Let's Talk ConvMixer Architecture. What it is? Why you should use it? And how you can use it?

In this blog you will learn what the novel ConvMixer model is and how to implement it in TensorFlow (with a little vision transformers for good measure).
Burhanuddin Rangwala


For the longest time, Convolution based models (CNN's) have dominated the Computer Vision landscape. In classification, segmentation, object detection and other sub-domains models like VGG-net, Resnet, Unet's, YOLO and similar model architectures have the dominion over basically anything else. Even in Kaggle competitions, all you would see is some variation or ensemble of these models.
But things have changed recently with the introduction of Vision Transformers (ViTs).

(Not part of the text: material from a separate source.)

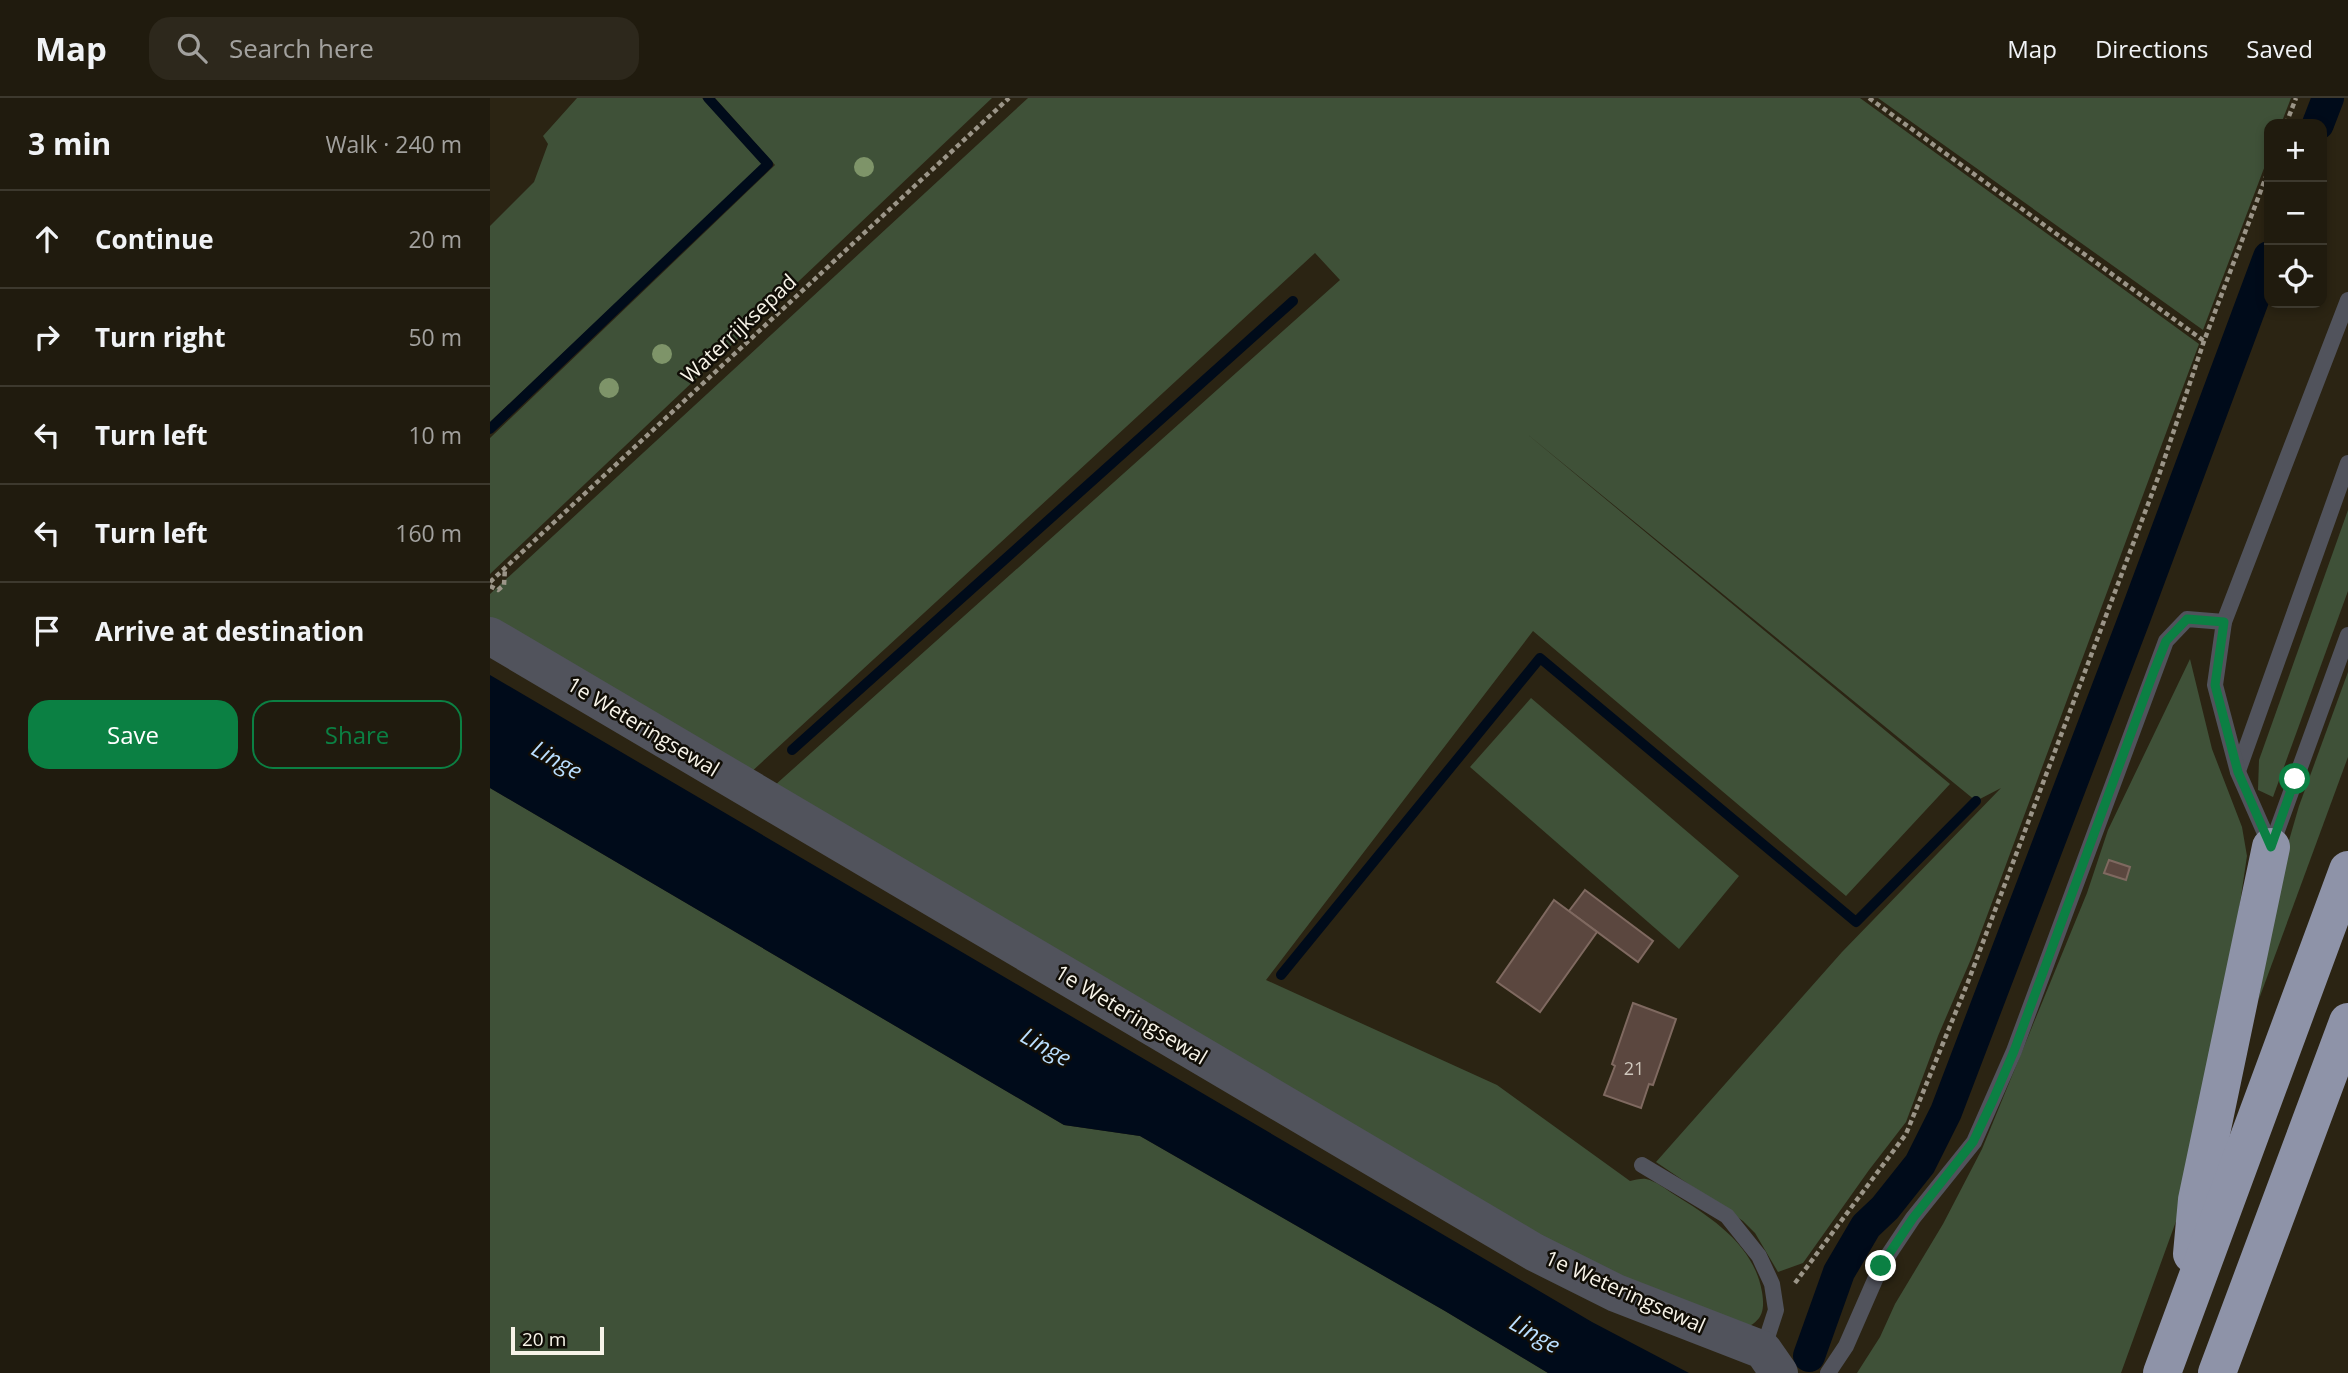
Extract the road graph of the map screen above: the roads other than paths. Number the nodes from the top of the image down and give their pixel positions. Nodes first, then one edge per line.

What are Vision Transformers?

Vision Transformers emerged in 2021, attempting to utilize the transformer architecture which has become the de facto architecture to use in NLP tasks. They were introduced in a paper written by the Google Research Brain team and are ~4 times better in terms of efficiency and accuracy.
CNNs use pixel arrays, whereas ViT splits the images into visual embeddings. The visual transformer then divides an image into fixed-size tokens, and includes positional embedding as an input to the transformer encoder. It basically represents an image as a series of words or word embeddings (patches).
But why does it split the image into patches or tokens instead of using the pixels like a CNN? This is due to the quadratic runtime complexity of the self attention layers in transformers.
This raised a question whether the superiority of ViT was due to the transformer architecture or the use of patches instead of pixel arrays. The ConvMixer paper tries to prove the latter point.


The Patches Are All You Need? paper tries to prove that the superiority of the ViT is partly due to using image patches, and introduces a novel ConvMixer model which is similar to the ViT as well as the MLP-Mixer model.
It operates directly on patches as input, separates the mixing of spatial and channel dimensions, and maintains equal size and resolution throughout the network. But it utilizes convolutions to achieve the mixing steps. It also uses batch normalizations instead of layer normalizations.
Despite using standard convolutions it still outperforms its counterparts and also the basic CNN models by a fair margin, that too with its code fitting in a tweet.
Image from the paper showing an extremely dense PyTorch code snippet which is less than 280 characters
You can learn more about their code from their Github repository.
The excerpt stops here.